A recent undercover investigation by two European charities revealed widespread use of child soldiers, human shields and forced labour by both the junta and rebels. More than 800 mine victims were interviewed. The findings showed that children and villagers were forced to walk through infested areas to check for mines. Of the victims in the study, 13 per cent were children and around half were civilians.

The biggest thorn in the side of groups such as the ICBL is their inability to engage the government. There has been no official comment since 2009, when a foreign ministry representative spoke at a regional mine ban workshop in Bangkok. The government has shunned UN meetings.

Although rebel weapons contribute a significant part of the landmine blight in Burma, aid agencies argue that a strategy to combat the problem must start with the leadership. "If the authorities in the country can't join the Mine Ban Treaty today, they should at least order a moratorium on any new mine use and make serious offers to negotiate with the armed insurgency," says Yeshua Moser-Puangsuwan.

The junta refuses to stop planting mines so long as the rebels continue to do so. The rebels, meanwhile, scatter explosive devices to ward off attacks by the junta. This puts the warring sides in a permanent state of stand-off, with innocent victims like Ootepew in the line of fire. Should current conditions prevail in Burma, where tensions can flare up again at any time – the tragic human waste from the insidious weapon lurking in the jungle will continue unabated.

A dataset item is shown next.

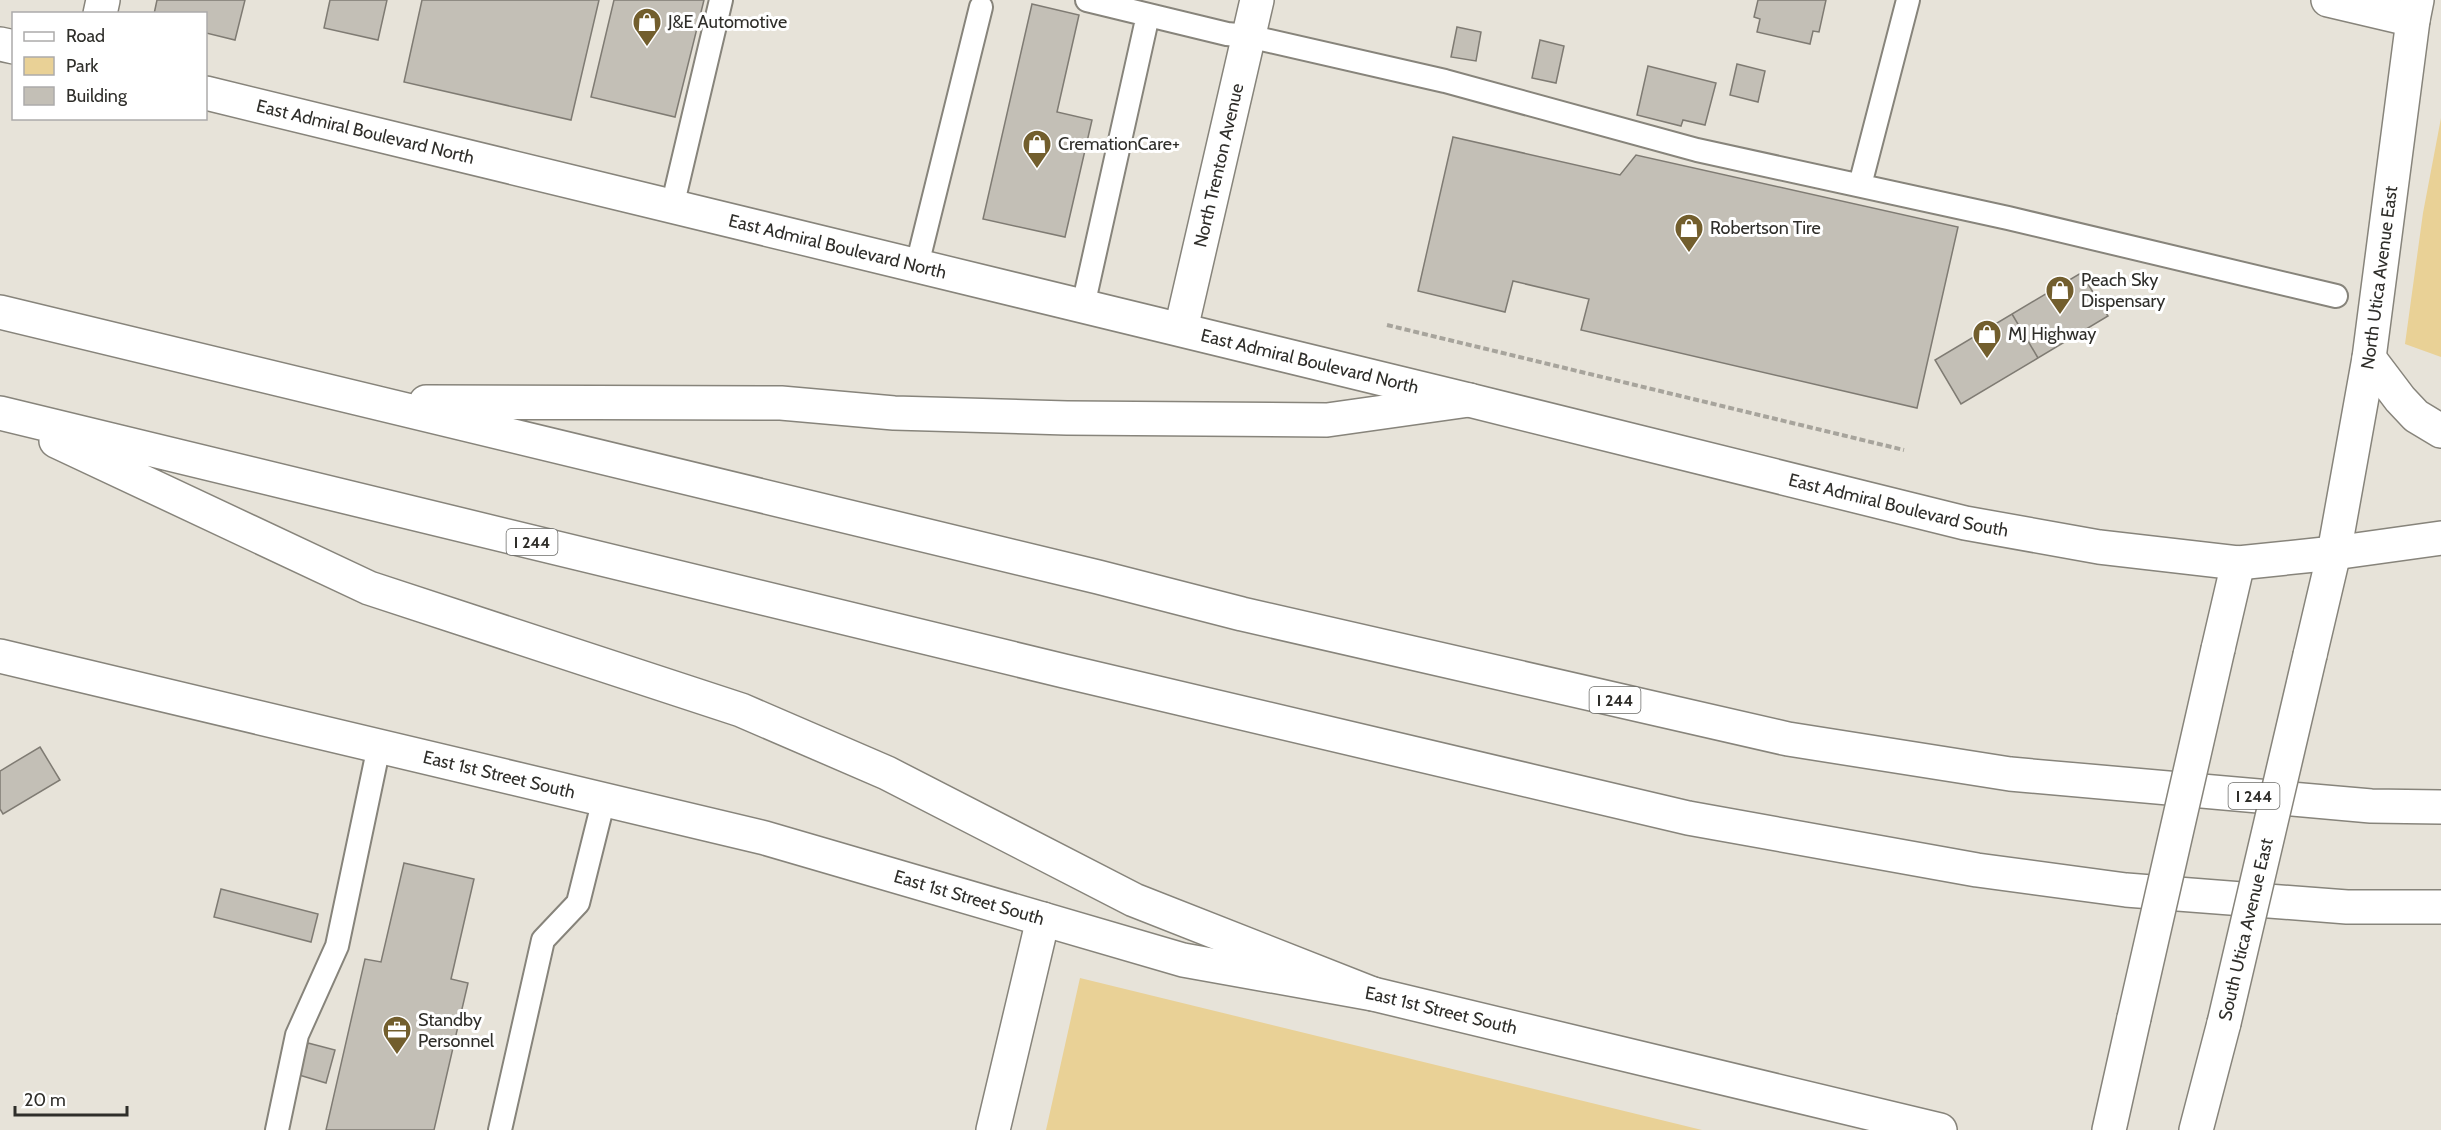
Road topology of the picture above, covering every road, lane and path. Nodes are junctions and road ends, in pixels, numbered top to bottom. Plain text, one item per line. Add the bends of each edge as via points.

Last November's election, the first in Burma for 20 years, was dismissed by western powers as a sham.

Aung San Suu Kyi's National League for Democracy boycotted the vote and a pro-junta party stormed to victory with an almost 80 per cent majority.

The new president, Thein Sein, is one of several generals of the junta who shed their uniform to contest the election. Although the military has officially handed power to the new government, members meet for just 15 minutes a day.

In such conditions the nation's scattered arsenal of explosive devices is unlikely to top the agenda. Meanwhile the human detritus lies strewn across the jungle.